On July 26, 2023, the SEC adopted new cybersecurity rules, which have two top-line impacts. First, registrants must disclose material cybersecurity incidents promptly on Form 8-K. Second, registrants must disclose new information regarding cyber risk management, strategy, and governance as part of their annual disclosures. These requirements apply to public company registrants with the SEC, including insurance companies (but not investment company registrants).
As to current disclosures, the rules add Item 1.05 to Form 8-K, requiring the disclosure of material cybersecurity incidents, including the nature, scope, and timing of the incident. The disclosure will be generally due four business days after the registrant determines materiality, which some registrants will think makes them disclose their hand prematurely. There is an exception to that disclosure timeframe, if the U.S. attorney general determines there is a substantial risk to national security or public safety and so notifies the SEC in writing. But such an exception will likely be difficult to obtain within the rules’ four-day deadline.
As a practical matter, therefore, this disclosure might necessarily be high level and based on less-than-perfect information, because the investigation of such larger cybersecurity incidents often takes weeks or months.
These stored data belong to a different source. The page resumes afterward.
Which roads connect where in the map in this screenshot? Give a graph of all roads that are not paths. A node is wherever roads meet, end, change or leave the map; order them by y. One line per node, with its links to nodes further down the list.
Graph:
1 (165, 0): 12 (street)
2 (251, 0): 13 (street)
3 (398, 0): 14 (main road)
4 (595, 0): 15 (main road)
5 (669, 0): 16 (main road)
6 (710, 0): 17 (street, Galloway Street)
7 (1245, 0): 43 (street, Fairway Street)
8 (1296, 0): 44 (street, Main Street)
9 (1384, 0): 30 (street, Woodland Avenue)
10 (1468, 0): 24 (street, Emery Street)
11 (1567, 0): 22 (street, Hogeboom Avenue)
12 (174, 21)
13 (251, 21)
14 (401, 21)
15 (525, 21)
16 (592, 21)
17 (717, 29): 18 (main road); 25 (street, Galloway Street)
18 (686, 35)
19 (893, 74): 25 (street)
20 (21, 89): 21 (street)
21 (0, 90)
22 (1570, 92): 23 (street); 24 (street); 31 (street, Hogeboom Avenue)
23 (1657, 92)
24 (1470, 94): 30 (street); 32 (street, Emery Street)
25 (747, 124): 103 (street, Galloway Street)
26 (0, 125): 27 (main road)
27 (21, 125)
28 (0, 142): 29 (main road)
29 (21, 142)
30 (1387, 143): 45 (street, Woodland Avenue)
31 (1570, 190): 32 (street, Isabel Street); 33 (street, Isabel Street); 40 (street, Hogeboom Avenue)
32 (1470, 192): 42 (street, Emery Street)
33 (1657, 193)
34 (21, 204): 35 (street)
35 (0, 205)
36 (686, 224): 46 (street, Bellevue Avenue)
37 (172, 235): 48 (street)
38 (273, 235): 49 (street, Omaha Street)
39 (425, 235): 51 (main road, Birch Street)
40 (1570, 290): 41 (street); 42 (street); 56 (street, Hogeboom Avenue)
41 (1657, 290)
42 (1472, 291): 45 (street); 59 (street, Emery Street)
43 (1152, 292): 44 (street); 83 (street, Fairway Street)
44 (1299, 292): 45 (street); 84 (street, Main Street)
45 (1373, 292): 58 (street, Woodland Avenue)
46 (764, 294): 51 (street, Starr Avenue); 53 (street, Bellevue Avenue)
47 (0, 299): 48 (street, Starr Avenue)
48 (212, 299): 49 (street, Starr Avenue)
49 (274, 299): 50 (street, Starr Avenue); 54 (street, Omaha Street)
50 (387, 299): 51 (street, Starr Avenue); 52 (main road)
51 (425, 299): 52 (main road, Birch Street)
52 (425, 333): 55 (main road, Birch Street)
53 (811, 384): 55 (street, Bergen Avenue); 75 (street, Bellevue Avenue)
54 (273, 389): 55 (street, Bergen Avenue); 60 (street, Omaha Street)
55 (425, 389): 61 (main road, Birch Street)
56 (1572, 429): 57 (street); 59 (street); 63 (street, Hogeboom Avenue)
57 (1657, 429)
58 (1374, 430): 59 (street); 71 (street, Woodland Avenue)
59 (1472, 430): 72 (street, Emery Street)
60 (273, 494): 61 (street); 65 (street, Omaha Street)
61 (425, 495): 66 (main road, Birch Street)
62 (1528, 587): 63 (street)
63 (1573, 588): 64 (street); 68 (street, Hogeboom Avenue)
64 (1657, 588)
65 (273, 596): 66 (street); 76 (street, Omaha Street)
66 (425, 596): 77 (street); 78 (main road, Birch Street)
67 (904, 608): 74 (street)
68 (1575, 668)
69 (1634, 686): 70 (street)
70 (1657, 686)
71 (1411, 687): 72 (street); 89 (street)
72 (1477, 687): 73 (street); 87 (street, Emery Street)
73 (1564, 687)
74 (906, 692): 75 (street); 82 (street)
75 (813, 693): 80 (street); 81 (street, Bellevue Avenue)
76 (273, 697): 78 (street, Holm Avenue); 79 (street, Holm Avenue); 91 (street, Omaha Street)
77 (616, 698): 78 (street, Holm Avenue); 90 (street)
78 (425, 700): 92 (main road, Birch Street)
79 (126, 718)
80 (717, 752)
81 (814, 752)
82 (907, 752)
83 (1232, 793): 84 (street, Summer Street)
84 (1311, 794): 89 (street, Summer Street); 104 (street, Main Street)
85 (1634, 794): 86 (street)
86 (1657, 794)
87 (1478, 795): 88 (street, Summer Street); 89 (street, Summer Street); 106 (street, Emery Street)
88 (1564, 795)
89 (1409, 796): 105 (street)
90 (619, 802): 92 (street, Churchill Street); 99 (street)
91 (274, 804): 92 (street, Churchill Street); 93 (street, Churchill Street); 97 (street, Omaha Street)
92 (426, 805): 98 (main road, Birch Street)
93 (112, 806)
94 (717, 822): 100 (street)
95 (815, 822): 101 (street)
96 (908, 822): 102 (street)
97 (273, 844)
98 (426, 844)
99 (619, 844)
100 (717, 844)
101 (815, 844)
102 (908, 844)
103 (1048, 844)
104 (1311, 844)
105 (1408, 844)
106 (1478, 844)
This is particularly true for events with multiple moving parts, such as a ransomware attack with data exfiltration and an extortion demand, where the impact on personal information may not even be known within the four-day period.
As to annual disclosures, the rules add Item 106 to Regulation S-K, requiring the following new disclosures in the registrant’s annual report on Form 10-K:
- A description of the registrant’s processes for assessing, identifying, and managing material cybersecurity risks.
- Disclosures as to the material effects of previous cybersecurity incidents.
- Disclosures as to management’s role and expertise in managing cybersecurity risks and as to the board’s oversight of those risks.
Registrants will need to start planning for compliance immediately, as the rules took effect on September 5. The Form 10-K disclosures start on annual reports for fiscal years ending on December 15, 2023. The Form 8-K requirements start on December 18, 2023, although smaller reporting companies have an extension to June 15, 2024.
Public companies should revisit their incident response plans, to see if they would benefit from additional processes to determine when a cyber incident could be material and, if so, who will be responsible for any necessary disclosures on Form 8-K within the four-business-day timeframe. Public companies should also work with their disclosure counsel to gather information for disclosure through new Item 106 on their annual reports.